The MTHFR gene, which instructs the body to produce the MTHFR enzyme, can sometimes undergo mutations. These mutations can alter the enzyme’s effectiveness, potentially leading to health issues, earlier for some and over time for others.

MTHFR Gene Variants: Homozygous vs. Heterozygous

MTHFR mutations come in two primary forms:


  • Heterozygous: A person inherits one copy of a mutated MTHFR gene from each parent. This means they carry one variant of either of the common SNPs (single nucleotide polymorphisms) C677T or A1298C.


  • Homozygous: A person inherits two copies of the same mutation SNP, either two C677T or two A1298C variants. Homozygous mutations may result in more significant disruptions in methylation.


People with compound heterozygous mutations, which means they carry one C677T and one A1298C mutation, can also experience issues with methylation. An MTHFR test will reveal the exact variant of MTHFR.

Why Is an MTHFR Mutation a Problem?

When the MTHFR enzyme doesn’t work properly, your body can’t process folate efficiently, leading to:


  • Elevated homocysteine: High levels of homocysteine can increase the risk of cardiovascular diseases such as heart attacks, strokes, and blood clots.


  • Reduced methylation: Methylation is vital for detoxification, neurotransmitter production, and overall cell health.

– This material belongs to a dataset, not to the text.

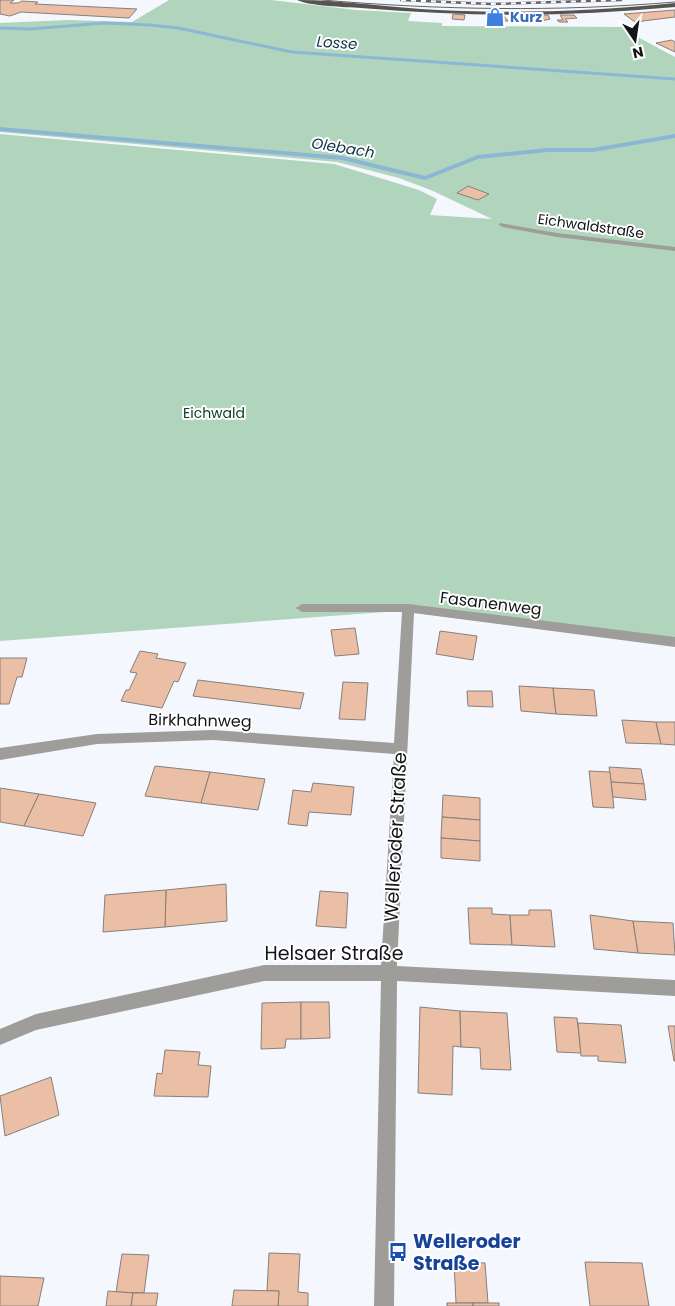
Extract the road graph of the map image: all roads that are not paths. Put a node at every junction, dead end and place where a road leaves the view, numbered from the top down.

A compromised methylation process can result in imbalances in neurotransmitters, contributing to mental health issues like anxiety and depression. Poor methylation can also lead to high homocysteine and several cardiovascular diseases. In pregnancy, a lack of folate can lead to pregnancy loss and neural tube defects, and has also been linked to a higher risk of behavioural disorders such as autism and ADHD.3


It’s important to note that having an MTHFR mutation doesn’t guarantee you’ll experience health problems. Environmental factors, diet, and lifestyle can all play key roles in determining how problematic genetics become as well as how to treat the MTHFR gene mutation.

How Is the MTHFR Gene Mutation Passed on?

MTHFR mutations are inherited from both parents, meaning you can receive a defective gene from either your mother or father. This inheritance pattern explains why some individuals are heterozygous while others are homozygous for MTHFR mutations.

MTHFR and Pregnancy: Is It Safe?

Women with MTHFR mutations often worry about pregnancy risks. While MTHFR can impact folate processing, which is crucial during pregnancy, managing folate intake through diet and/or supplements can reduce the risk of complications. If you’re pregnant or planning to become pregnant, it’s important to discuss your MTHFR status with a healthcare provider to ensure you’re taking the appropriate steps to support a healthy pregnancy. For more details, visit our dedicated page on MTHFR and pregnancy.

Why Is MTHFR Controversial?

The controversy surrounding MTHFR stems from conflicting medical opinions. While many healthcare providers acknowledge the potential health impacts of MTHFR mutations, others remain skeptical, especially given the wide range of individual responses to the mutation. Some doctors believe that MTHFR’s influence on health is overstated and that many individuals with mutations live healthy, symptom-free lives. Nevertheless, MTHFR mutations can be a significant concern for those who experience adverse health effects, particularly related to cardiovascular and neurological issues.

Does MTHFR Affect Life Expectancy?

There is no direct evidence to suggest that MTHFR mutations significantly reduce life expectancy unless in the case of triple and quadruple mutation combinations. These are unlikely to survive in the embryo.4


However, the health conditions associated with elevated homocysteine—such as heart disease and stroke—can be life-threatening if left unmanaged. Therefore, addressing homocysteine levels and supporting methylation can help mitigate long-term health risks.


It should also be noted that MTHFR is linked to severe depression, which in turn is linked to many chronic and deadly diseases, self-harm, and suicide. 

MTHFR in the General Population

It is estimated that 30-60% of the global population has an MTHFR mutation, making it one of the most common genetic mutations. Despite this high prevalence, not everyone with an MTHFR mutation will experience symptoms or health issues. It’s the combination of genetic predisposition, environmental factors, and lifestyle choices that determines how significantly an MTHFR mutation affects an individual.


The MTHFR gene C677T mutation affects around 25% of the global population, with those of Hispanic descent representing the highest frequency (47%), followed by Europeans at 36%. The MTHFR 1298AC mutation is also present in about 25% of the global population, occurring most frequently in those of South East Asian descent (42%) and Europeans (31%).6

Frequently Asked Questions about the MTHFR Gene Mutation

Is an MTHFR mutation a big deal?

For some, yes. It depends on how much the mutation affects your body’s ability to methylate properly. While many people with an MTHFR mutation live symptom-free, others may experience significant health issues related to cardiovascular and mental health.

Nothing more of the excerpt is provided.